Dimanche prochain, la liturgie nous propose de contempler le Mystère de la Trinité. Les traités de théologie, aussi nombreux soient-ils, n’arriveront jamais à épuiser ce Mystère d’un Dieu unique en trois personnes. La musique pas davantage, mais parce qu’elle se déploie au-delà des mots, elle nous permet une autre ouverture vers la contemplation émerveillée et reconnaissante de notre Dieu présent au milieu de nous, à la fois proche et inconnaissable.
Publié le 16 mai 2024
Écrit par Emmanuel Bellanger

La chute des anges déchus, manuscrit de Jean de Vignay faisant partie de la Collection Louis de Bruges, parchemin, début du XVe siècle

La cantate BWV 129 de Jean-Sébastien Bach, écrite pour le dimanche de la Trinité, se présente comme une liturgie en elle-même : pour Luther, c’est par Sa Parole seule que Dieu se fait connaître. L’essence de toute liturgie est développée à partir de cette Parole, soit dans ses mots propres, soit dans des paraphrases comme dans cette cantate 129 écrite sur un texte du pasteur et théologien Johann Olearius (1611-1684). Le primat de la Parole est bien manifesté dans l’architecture des temples luthériens dominée par la chaire (la prédication) et l’orgue (le chant de cette Parole).

La cantate 129 s’organise en 5 mouvements : une ouverture chantée par toute l’assemblée, trois développements par des solistes qui poursuivent la méditation sur la Trinité et une louange conclusive par l’assemblée.

Le premier mouvement est un portail solennel, brillant, dynamique accompagné par l’orchestre au complet : cordes, bois et trompettes. Cette page est écrite en Ré majeur, comme toutes celles que Bach destine aux trompettes qui à son époque sonnaient dans cette tonalité.

Gelobet sei der Herr, mein Gott, mein Licht, mein Leben, mein Schöpfer…
Loué soit le Seigneur mon Dieu, ma lumière, ma vie, mon créateur…
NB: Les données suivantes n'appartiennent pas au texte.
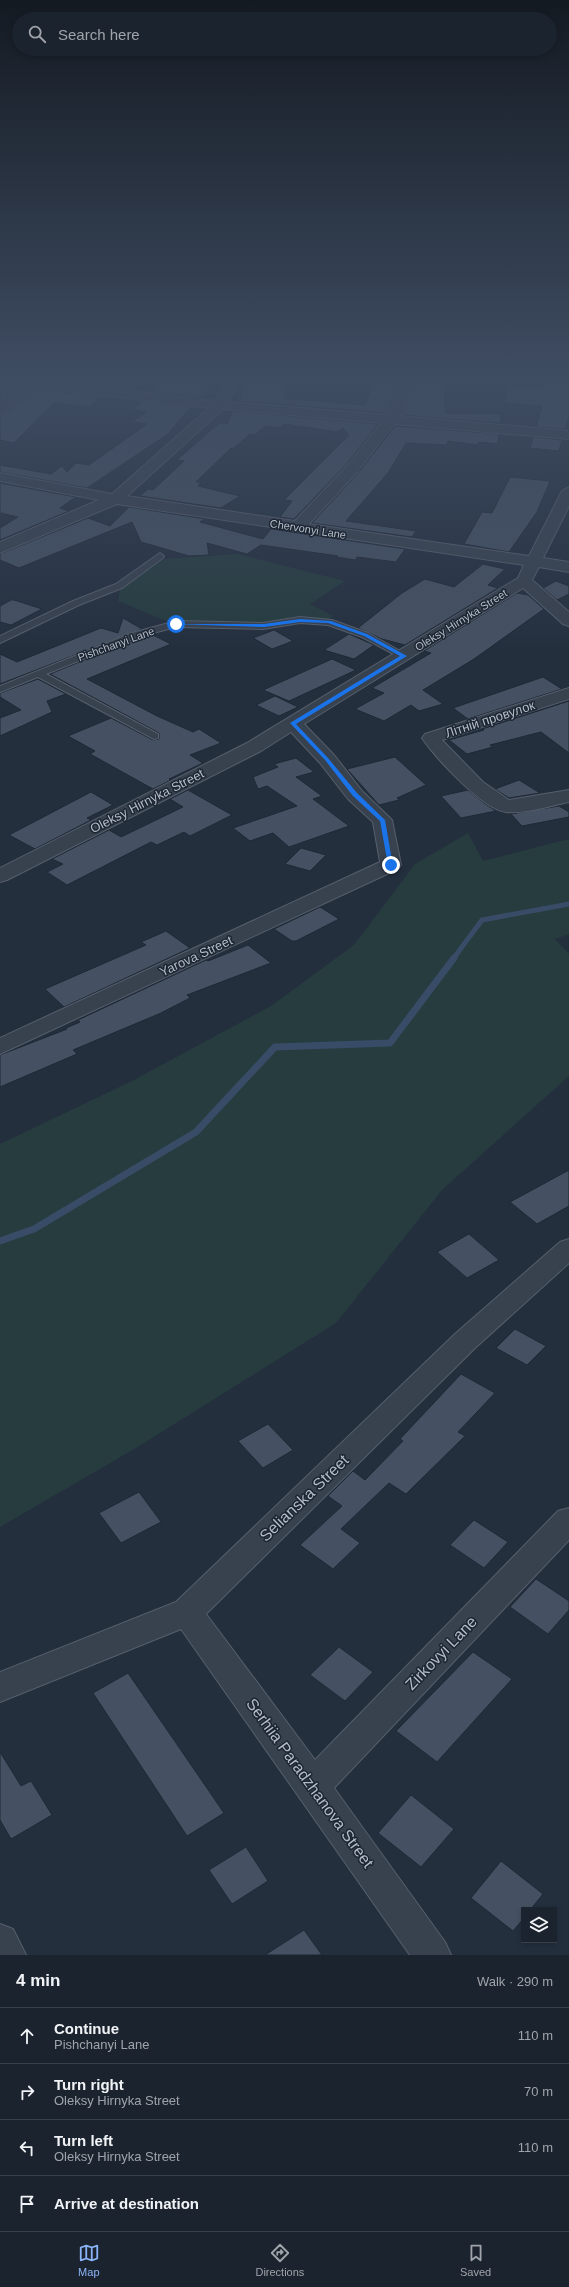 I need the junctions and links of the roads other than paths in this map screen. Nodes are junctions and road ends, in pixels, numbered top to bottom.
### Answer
1 (149, 468) edge
2 (353, 468) edge
3 (0, 477) edge
4 (569, 491) edge
5 (115, 499) junction
6 (298, 527) junction
7 (0, 548) edge
8 (160, 556) dead end
9 (533, 563) junction
10 (569, 567) edge
11 (524, 581) junction
12 (569, 621) edge
13 (0, 640) edge
14 (404, 656) junction
15 (39, 674) junction
16 (0, 689) edge
17 (569, 693) edge
18 (293, 723) junction
19 (154, 736) dead end
20 (569, 796) edge
21 (0, 876) edge
22 (0, 1047) edge
23 (569, 1248) edge
24 (569, 1520) edge
25 (187, 1612) junction
26 (0, 1687) edge
27 (314, 1786) junction
28 (0, 1942) edge
29 (7, 1955) edge
30 (432, 1955) edge

1 - 5 street
2 - 6 street
3 - 5 street, Chervonyi Lane
4 - 9 street
5 - 6 street, Chervonyi Lane
5 - 7 street
6 - 9 street, Chervonyi Lane
8 - 13 lane
9 - 10 street, Chervonyi Lane
9 - 11 street
11 - 12 street
11 - 14 street, Oleksy Hirnyka Street
14 - 15 lane, Pishchanyi Lane
14 - 18 street, Oleksy Hirnyka Street
15 - 16 lane, Pishchanyi Lane
15 - 19 lane
17 - 20 street, Літній провулок
18 - 21 street, Oleksy Hirnyka Street
18 - 22 street, Yarova Street
23 - 25 street, Selianska Street
24 - 27 street, Zirkovyi Lane
25 - 26 street, Selianska Street
25 - 27 street, Serhiia Paradzhanova Street
27 - 30 street, Serhiia Paradzhanova Street
28 - 29 street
Les sonneries de trompettes ponctuent le déroulement musical, redonnent de la dynamique à ces assez longs développements. Par ce chant, l’assemblée des auditeurs est constituée et peut entrer plus avant dans la méditation.

Le deuxième mouvement est écrit pour une voix de basse au rythme pas très éloigné de la danse : la musique ici semble s’incarner à l’image du Fils, envoyé par le Père.

Gelobet sei der Herr, mein Gott, mein Heil, mein Leben,
Loué soit le Seigneur, mon Dieu, mon Sauveur, ma vie, qui s’est donné pour moi.

La musique « s’humanise » en un geste musical qui appelle des gestes corporels. Il s’agit ici d’une musique véritablement incarnée dans une page en La Majeur.

Le troisième mouvement, écrit pour voix d’alto, violon et flûte en mi mineur, est fait de vocalises légères, ornées des volutes alternées des deux instruments.

Gelobet sei der Herr, mein Gott, mein Trost, mein Leben, des Vaters werter Geist ,
Loué soit le Seigneur, mon Dieu, ma consolation, esprit vivant du Père.

Cette page respecte la tradition musicale qui traduit la présence de l’Esprit par ces formules musicales qui s’envolent comme des guirlandes autour des musiciens.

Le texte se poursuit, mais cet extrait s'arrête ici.